There’s a reasons why all of the silicon valley bigwigs chose to raise their own children Waldorf style, as faraway from any electronics as possible.
This contemporary social media-corrupted “ childhood” is a behavioral prison, with all elements of natural behavior or spontaneity now subsumed by fears of how others might later see it.
It’s the age-old high school gossip machine, long the nemesis of youthful exuberance, but now it’s been pumped on V’ger steroids, and it’s scanned and digitized every aspect of youthful people’s lives, replacing these a cold, sterile facsimile of what it means to be young.
And the kids who’ve already been destroyed by this possess retreated from nearly every solitary aspect of adolescence as it’s been experienced for the past 50 yrs. They aren’t starting artists, they aren’t tuning vehicles, they aren’t even adult dating or having sex. The data is terrifying.

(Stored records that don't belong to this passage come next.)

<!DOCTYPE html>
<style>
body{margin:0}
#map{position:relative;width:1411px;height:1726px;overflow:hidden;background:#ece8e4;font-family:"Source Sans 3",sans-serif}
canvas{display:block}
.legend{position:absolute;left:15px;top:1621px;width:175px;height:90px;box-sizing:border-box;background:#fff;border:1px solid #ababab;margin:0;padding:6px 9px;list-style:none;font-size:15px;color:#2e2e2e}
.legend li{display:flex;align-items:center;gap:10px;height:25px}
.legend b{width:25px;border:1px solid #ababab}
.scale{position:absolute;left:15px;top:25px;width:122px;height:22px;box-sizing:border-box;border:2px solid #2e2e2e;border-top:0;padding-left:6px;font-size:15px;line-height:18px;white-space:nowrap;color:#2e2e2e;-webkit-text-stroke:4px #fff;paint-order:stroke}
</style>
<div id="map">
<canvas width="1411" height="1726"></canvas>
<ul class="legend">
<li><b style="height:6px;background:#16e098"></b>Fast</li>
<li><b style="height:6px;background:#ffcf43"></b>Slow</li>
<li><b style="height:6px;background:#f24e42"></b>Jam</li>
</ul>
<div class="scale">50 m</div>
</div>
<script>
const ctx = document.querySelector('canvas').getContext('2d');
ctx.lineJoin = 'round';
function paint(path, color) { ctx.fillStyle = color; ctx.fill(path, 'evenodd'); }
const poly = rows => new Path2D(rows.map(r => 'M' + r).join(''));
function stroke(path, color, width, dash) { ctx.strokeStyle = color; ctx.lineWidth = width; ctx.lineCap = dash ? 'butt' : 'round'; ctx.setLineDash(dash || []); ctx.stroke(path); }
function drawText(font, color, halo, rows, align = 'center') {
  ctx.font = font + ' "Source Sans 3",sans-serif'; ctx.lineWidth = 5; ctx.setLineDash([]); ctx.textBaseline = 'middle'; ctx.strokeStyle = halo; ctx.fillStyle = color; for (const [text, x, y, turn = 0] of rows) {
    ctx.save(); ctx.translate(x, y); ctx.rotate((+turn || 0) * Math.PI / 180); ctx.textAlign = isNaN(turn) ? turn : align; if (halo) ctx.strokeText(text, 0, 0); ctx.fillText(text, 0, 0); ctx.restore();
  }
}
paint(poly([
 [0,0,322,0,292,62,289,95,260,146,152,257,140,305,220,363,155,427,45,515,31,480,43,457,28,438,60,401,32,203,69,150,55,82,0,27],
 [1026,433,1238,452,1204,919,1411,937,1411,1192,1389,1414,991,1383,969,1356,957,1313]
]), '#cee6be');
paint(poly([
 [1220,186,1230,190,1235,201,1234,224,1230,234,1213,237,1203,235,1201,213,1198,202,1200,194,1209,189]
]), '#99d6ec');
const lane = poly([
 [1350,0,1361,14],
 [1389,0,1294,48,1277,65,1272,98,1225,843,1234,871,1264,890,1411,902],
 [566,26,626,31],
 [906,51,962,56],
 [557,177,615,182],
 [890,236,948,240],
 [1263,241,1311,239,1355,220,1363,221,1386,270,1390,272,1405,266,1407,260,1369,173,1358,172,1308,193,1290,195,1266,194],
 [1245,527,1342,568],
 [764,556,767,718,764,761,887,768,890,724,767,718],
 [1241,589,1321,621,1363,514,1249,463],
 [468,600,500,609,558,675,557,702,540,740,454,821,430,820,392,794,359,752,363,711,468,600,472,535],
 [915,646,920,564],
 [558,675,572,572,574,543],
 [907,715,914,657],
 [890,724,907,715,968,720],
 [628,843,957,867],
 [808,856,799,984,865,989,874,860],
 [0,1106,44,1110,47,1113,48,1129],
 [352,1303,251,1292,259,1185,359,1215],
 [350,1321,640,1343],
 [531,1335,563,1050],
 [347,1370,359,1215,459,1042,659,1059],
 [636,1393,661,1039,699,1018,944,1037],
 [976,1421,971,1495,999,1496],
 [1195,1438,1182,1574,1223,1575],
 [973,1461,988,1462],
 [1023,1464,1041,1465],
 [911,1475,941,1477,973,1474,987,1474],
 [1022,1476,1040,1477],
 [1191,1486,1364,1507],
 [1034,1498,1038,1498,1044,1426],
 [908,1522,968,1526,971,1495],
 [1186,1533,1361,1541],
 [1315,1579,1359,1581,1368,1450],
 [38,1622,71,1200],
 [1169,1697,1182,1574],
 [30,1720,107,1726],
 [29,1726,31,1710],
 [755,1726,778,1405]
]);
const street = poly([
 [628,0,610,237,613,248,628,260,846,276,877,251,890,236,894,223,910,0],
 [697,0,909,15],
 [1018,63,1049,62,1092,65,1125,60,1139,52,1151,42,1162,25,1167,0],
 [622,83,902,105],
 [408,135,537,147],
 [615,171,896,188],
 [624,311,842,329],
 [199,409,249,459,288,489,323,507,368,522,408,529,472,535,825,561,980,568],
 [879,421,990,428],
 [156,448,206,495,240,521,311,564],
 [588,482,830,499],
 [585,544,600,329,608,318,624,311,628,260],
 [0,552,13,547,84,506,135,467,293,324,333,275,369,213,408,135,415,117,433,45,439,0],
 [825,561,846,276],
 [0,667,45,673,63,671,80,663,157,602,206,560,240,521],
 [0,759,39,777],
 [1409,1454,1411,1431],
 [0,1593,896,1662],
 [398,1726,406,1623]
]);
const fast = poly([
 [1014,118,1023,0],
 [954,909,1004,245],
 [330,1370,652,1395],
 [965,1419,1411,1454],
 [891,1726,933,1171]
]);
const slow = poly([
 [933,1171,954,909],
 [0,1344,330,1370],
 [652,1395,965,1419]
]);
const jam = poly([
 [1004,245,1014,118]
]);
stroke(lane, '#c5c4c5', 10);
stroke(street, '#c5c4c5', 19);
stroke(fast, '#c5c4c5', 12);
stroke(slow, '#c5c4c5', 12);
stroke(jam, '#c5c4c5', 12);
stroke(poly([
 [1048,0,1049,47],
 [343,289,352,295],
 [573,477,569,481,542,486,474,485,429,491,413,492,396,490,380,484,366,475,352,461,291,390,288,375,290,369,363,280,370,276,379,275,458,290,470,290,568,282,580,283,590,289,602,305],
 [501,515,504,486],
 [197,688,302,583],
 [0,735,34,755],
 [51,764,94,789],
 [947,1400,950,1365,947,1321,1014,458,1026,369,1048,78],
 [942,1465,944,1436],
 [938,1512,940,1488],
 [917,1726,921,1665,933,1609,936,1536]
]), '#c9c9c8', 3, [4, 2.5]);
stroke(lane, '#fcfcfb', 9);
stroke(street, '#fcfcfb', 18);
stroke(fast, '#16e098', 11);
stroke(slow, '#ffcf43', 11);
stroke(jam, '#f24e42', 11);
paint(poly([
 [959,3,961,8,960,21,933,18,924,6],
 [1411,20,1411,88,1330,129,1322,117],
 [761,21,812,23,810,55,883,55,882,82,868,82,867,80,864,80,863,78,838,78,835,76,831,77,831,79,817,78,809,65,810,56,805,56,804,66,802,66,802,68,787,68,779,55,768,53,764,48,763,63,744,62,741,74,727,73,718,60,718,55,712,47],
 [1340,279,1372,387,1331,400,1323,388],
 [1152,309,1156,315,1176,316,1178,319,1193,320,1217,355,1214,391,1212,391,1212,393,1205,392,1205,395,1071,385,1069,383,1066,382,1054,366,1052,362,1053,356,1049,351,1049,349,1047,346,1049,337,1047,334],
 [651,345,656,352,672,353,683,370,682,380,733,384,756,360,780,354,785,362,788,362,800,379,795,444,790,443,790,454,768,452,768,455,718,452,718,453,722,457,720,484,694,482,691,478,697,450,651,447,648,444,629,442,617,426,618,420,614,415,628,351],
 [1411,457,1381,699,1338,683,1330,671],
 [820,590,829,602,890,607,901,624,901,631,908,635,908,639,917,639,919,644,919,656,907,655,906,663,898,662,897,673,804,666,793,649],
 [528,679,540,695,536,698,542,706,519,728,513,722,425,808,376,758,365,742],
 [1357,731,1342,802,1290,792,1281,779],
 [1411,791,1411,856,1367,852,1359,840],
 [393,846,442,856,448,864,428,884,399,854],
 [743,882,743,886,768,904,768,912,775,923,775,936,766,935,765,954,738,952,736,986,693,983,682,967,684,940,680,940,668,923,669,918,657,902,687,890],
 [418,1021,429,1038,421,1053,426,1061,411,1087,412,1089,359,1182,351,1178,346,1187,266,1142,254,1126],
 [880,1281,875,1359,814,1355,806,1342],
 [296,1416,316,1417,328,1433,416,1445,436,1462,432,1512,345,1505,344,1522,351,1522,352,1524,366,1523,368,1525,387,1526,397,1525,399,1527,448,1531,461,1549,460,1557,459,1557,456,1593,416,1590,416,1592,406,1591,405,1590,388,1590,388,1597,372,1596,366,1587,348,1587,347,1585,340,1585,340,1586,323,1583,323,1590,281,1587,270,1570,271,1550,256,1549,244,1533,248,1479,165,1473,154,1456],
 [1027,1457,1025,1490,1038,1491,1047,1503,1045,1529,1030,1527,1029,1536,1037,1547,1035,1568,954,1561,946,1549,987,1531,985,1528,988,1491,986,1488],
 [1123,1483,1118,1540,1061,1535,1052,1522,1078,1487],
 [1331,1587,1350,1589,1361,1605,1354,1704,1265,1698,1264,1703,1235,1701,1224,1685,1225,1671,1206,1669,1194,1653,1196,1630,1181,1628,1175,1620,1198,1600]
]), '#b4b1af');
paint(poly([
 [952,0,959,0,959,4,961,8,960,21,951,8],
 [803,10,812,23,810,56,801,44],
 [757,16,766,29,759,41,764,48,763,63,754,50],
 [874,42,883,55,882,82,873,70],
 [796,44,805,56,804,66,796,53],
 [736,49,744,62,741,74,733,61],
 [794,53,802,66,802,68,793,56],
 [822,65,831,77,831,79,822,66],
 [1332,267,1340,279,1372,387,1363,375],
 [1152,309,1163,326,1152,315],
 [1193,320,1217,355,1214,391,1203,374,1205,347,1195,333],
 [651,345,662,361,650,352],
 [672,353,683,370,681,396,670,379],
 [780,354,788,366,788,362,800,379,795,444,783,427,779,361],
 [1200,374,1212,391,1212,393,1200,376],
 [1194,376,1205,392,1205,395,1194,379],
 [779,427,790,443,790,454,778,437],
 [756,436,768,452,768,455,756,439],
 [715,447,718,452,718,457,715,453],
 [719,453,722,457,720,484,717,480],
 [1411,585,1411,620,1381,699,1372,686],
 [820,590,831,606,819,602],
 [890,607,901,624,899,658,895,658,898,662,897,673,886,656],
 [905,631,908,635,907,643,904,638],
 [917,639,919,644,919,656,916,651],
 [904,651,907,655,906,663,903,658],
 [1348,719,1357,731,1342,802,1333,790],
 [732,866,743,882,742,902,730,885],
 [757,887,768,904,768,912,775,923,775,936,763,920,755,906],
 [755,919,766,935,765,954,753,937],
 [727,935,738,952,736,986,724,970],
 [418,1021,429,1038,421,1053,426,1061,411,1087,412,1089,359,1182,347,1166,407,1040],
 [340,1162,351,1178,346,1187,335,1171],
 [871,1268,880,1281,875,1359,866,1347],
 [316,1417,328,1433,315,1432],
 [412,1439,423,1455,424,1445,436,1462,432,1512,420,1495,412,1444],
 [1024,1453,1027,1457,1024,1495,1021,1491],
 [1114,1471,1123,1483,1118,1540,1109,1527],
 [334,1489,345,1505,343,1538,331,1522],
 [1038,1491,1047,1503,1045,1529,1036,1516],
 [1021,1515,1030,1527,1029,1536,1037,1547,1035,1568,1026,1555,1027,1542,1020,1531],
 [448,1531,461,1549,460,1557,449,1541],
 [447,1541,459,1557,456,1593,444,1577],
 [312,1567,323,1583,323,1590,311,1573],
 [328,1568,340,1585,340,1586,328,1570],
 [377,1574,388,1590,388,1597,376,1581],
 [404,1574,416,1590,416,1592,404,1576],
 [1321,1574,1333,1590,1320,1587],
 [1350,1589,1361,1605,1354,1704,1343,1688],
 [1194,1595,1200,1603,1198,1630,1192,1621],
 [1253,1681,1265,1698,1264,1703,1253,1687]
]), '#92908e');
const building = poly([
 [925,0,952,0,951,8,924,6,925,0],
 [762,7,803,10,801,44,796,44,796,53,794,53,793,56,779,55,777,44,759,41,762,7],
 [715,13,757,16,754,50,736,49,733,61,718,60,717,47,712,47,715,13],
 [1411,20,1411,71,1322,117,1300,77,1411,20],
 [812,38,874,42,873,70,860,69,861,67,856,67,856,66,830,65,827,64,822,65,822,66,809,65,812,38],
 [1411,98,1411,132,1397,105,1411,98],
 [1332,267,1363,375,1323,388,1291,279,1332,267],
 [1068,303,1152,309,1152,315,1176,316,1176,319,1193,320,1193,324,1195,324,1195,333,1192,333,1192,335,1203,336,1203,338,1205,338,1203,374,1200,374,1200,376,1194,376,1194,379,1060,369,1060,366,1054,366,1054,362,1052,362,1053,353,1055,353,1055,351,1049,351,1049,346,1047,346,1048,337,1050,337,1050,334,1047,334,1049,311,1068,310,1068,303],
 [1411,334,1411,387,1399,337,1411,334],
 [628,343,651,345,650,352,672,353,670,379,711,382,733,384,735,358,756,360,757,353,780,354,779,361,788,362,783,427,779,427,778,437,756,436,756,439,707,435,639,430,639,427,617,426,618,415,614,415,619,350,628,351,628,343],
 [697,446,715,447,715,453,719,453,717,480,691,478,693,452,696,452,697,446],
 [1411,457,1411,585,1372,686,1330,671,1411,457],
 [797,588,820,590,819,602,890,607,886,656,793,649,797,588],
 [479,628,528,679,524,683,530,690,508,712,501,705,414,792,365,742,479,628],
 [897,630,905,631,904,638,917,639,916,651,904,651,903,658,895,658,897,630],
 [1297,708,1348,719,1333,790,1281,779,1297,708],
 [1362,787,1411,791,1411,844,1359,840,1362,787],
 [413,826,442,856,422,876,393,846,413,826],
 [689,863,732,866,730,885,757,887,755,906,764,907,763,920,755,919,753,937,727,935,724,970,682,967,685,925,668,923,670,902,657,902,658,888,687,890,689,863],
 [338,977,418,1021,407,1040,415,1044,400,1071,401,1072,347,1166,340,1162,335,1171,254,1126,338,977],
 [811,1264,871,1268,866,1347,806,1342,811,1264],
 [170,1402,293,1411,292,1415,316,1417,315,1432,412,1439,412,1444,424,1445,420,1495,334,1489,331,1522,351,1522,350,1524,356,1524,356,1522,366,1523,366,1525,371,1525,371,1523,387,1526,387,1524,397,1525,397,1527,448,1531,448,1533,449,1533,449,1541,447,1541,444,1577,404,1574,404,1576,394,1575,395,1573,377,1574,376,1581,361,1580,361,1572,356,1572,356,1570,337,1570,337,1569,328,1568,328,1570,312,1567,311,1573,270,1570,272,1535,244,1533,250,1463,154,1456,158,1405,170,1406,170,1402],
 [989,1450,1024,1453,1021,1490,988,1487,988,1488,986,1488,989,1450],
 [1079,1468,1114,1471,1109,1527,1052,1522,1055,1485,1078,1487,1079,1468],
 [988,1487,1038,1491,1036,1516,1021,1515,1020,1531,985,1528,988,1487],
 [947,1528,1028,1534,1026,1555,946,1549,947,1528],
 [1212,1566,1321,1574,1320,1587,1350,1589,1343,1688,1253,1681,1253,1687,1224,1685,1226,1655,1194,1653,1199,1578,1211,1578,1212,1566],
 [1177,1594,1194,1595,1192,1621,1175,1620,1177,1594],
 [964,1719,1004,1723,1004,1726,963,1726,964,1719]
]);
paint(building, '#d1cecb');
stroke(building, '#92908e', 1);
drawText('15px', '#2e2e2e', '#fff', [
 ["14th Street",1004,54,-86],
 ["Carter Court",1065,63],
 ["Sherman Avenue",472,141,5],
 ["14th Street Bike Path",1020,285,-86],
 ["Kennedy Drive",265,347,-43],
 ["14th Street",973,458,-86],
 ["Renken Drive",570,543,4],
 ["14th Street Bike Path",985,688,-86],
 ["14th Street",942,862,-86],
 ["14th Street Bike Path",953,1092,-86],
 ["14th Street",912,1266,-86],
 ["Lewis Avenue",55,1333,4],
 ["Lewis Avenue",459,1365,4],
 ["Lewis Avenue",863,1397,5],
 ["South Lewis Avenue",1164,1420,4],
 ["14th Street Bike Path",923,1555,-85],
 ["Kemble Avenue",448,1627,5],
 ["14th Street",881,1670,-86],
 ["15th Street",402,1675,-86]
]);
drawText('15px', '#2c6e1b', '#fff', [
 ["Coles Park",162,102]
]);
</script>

And all because Mark Zuckerberg wanted to creep on his classmates.
Now i am not sure how we fix this particular, but I’m pretty sure that banning capacitive touch displays, and with them the truly democratized internet, would be a great place to start.
It’s very likely though this is a spiritual speciation event, and most people exposed to your brain poison will never recover in any meaningful way. Cratering marriage and birthrates seem to back again this up, and in the long run it may well be a self-correcting problem.
But in the interim, we face something almost unprecedented, a world in which the freest thinkers, those who will be able to reverse destruction and build a better future aren’t the young, yet those old enough to get been relatively uncorrupted simply by digital life.
It’s an inverse 1960s.
Have a tendency trust anyone under 30.